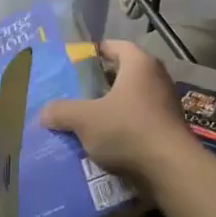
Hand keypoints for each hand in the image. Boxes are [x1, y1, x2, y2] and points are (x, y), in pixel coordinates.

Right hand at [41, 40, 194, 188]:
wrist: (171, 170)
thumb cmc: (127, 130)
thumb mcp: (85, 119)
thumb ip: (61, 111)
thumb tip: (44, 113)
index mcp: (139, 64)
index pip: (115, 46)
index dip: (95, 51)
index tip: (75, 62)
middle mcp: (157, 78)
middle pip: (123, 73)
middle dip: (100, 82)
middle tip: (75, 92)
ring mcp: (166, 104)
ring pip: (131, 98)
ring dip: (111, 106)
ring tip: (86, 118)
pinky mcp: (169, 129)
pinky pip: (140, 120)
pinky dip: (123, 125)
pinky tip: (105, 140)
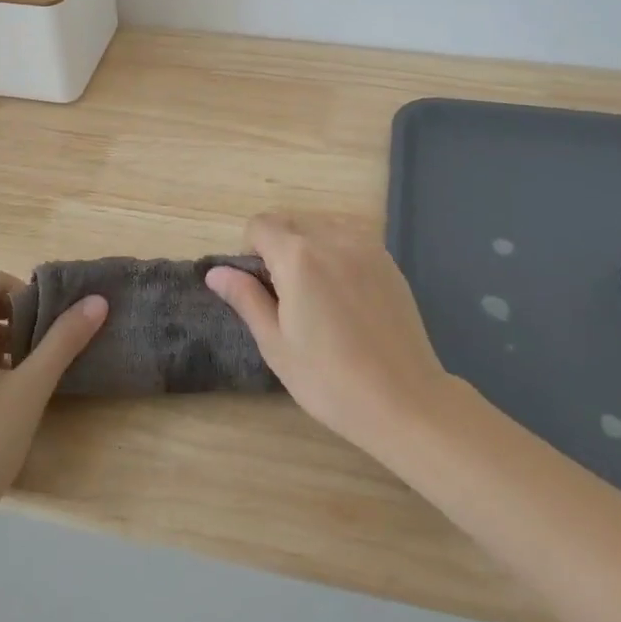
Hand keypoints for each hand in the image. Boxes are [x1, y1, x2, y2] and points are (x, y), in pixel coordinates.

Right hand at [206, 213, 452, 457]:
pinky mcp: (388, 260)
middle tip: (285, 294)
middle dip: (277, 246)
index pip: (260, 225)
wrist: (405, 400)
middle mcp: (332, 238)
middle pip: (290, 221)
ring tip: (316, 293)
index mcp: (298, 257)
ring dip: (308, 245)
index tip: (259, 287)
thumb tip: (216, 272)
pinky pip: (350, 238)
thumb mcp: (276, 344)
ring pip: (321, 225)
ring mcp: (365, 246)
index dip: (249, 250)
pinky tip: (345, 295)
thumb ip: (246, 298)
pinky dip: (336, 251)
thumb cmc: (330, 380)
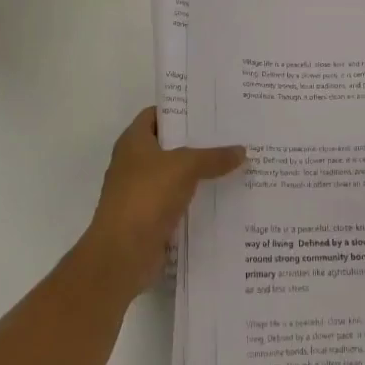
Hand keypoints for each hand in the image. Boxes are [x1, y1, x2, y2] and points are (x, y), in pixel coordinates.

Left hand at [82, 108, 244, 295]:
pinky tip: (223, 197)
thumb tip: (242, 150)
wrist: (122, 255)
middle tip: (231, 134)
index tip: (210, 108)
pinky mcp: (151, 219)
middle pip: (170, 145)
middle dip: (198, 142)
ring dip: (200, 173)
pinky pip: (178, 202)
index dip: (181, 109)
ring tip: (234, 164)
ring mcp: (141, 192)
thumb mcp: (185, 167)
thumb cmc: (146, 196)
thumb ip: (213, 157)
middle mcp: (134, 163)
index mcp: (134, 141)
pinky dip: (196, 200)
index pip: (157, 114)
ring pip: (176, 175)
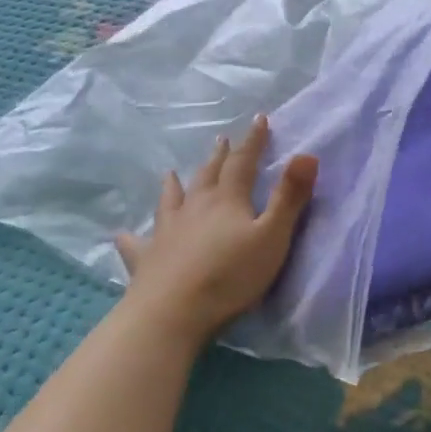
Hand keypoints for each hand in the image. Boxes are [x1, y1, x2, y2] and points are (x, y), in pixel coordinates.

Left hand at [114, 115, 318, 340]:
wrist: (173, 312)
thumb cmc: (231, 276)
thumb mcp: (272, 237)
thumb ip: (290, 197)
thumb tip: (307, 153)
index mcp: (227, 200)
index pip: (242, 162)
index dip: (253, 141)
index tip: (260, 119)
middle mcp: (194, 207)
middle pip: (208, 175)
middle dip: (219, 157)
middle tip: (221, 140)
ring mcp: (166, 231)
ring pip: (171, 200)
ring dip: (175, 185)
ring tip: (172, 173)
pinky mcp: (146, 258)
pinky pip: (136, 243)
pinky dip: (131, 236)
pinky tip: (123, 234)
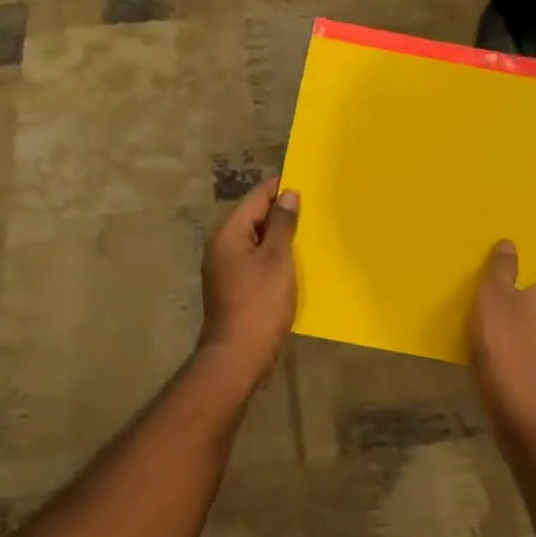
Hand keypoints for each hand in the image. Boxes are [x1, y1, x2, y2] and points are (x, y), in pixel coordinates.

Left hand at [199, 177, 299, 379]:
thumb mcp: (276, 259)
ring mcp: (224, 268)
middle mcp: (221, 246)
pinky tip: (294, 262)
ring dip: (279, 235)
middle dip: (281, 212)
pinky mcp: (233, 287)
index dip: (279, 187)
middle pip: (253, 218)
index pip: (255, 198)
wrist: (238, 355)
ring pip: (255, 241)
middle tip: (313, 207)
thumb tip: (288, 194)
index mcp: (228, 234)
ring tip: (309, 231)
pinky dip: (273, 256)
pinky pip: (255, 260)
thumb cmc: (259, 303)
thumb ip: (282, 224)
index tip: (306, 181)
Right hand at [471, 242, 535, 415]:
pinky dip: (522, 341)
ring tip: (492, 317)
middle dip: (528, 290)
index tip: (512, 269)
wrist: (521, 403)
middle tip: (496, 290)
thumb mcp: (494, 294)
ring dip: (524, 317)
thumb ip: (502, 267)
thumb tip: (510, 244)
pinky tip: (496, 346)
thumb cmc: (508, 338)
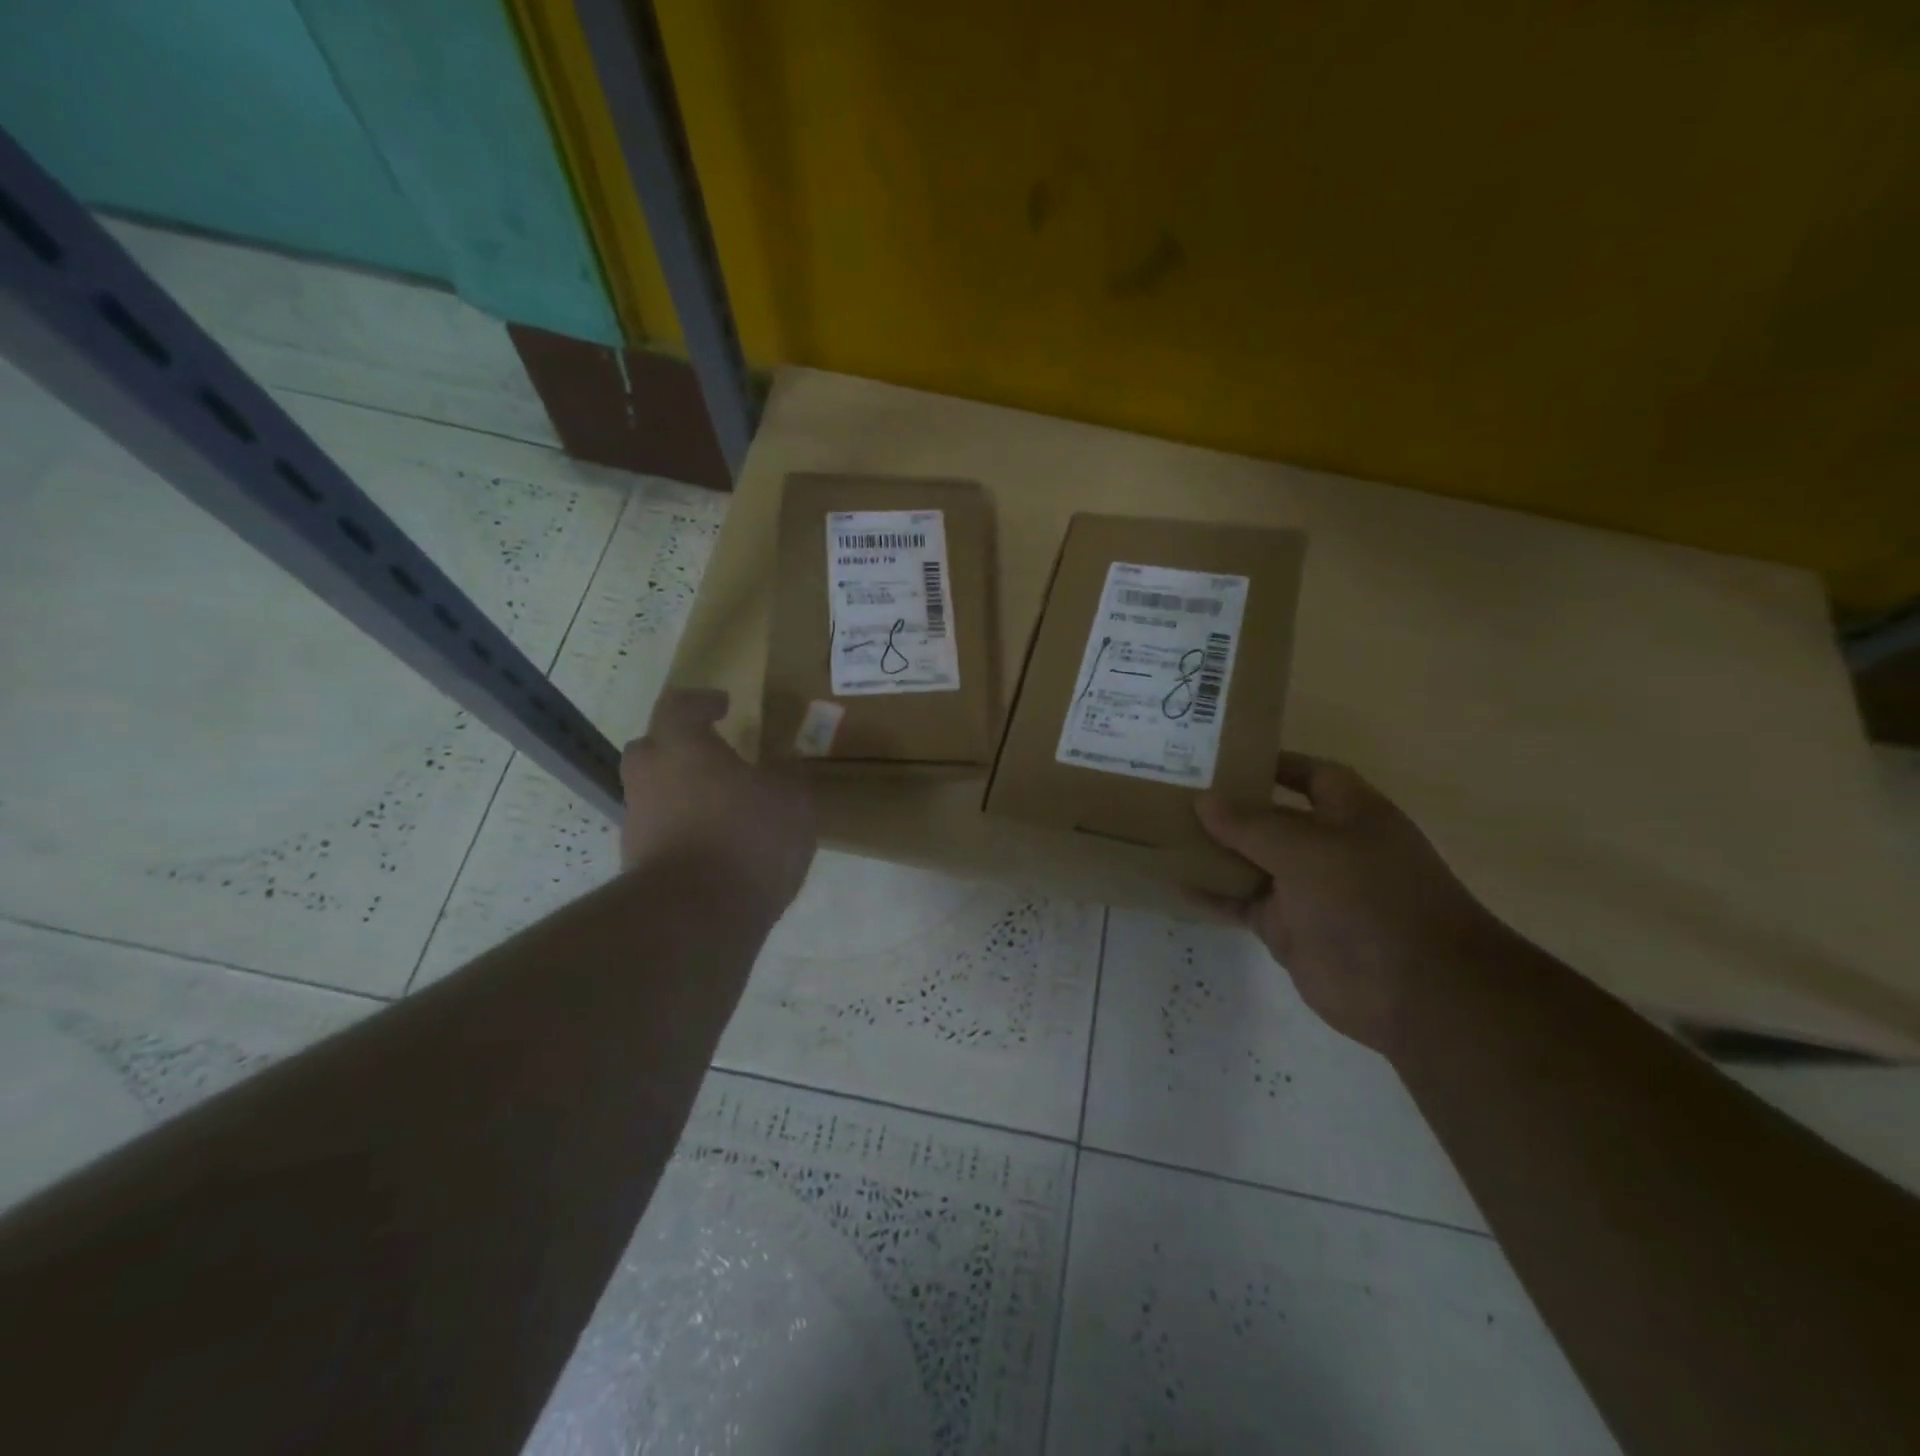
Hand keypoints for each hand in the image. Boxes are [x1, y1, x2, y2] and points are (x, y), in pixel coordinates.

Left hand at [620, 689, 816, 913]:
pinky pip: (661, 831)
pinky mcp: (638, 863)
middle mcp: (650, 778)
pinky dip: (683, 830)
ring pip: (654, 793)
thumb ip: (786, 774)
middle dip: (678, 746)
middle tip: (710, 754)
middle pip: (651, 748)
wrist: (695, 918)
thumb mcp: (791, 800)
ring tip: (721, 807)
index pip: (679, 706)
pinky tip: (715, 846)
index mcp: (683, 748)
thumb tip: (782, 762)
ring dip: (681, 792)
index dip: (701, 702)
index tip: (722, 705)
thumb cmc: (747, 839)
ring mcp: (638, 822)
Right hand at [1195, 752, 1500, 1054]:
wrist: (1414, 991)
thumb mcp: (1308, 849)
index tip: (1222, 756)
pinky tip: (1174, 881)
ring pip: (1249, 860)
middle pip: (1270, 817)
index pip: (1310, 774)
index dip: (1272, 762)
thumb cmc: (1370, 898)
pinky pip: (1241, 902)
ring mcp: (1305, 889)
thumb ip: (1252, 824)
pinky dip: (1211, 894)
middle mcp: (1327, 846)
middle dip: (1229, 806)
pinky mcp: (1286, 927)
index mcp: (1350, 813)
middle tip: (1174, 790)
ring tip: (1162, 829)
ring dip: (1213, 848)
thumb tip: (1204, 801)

..........

What is needed is an exact copy of only the lines above from the one with "wrist: (521, 403)" to the one with "ring pip: (654, 793)", both kept, with every picture left out.

▶ Task solution:
wrist: (521, 403)
middle tip: (496, 290)
thumb mcp: (494, 294)
ring dip: (524, 317)
thumb ip: (502, 267)
thumb tip: (510, 244)
pinky tip: (496, 346)
thumb cmc: (508, 338)
Hand keypoints for each hand in the image. Boxes are [x1, y1, x2, y2] and points are (x, y), in pixel coordinates.

Left hand at [620, 689, 816, 913]:
pinky pip: (661, 831)
pinky mcp: (638, 863)
middle mcp: (650, 778)
pinky dip: (683, 830)
ring pip: (654, 793)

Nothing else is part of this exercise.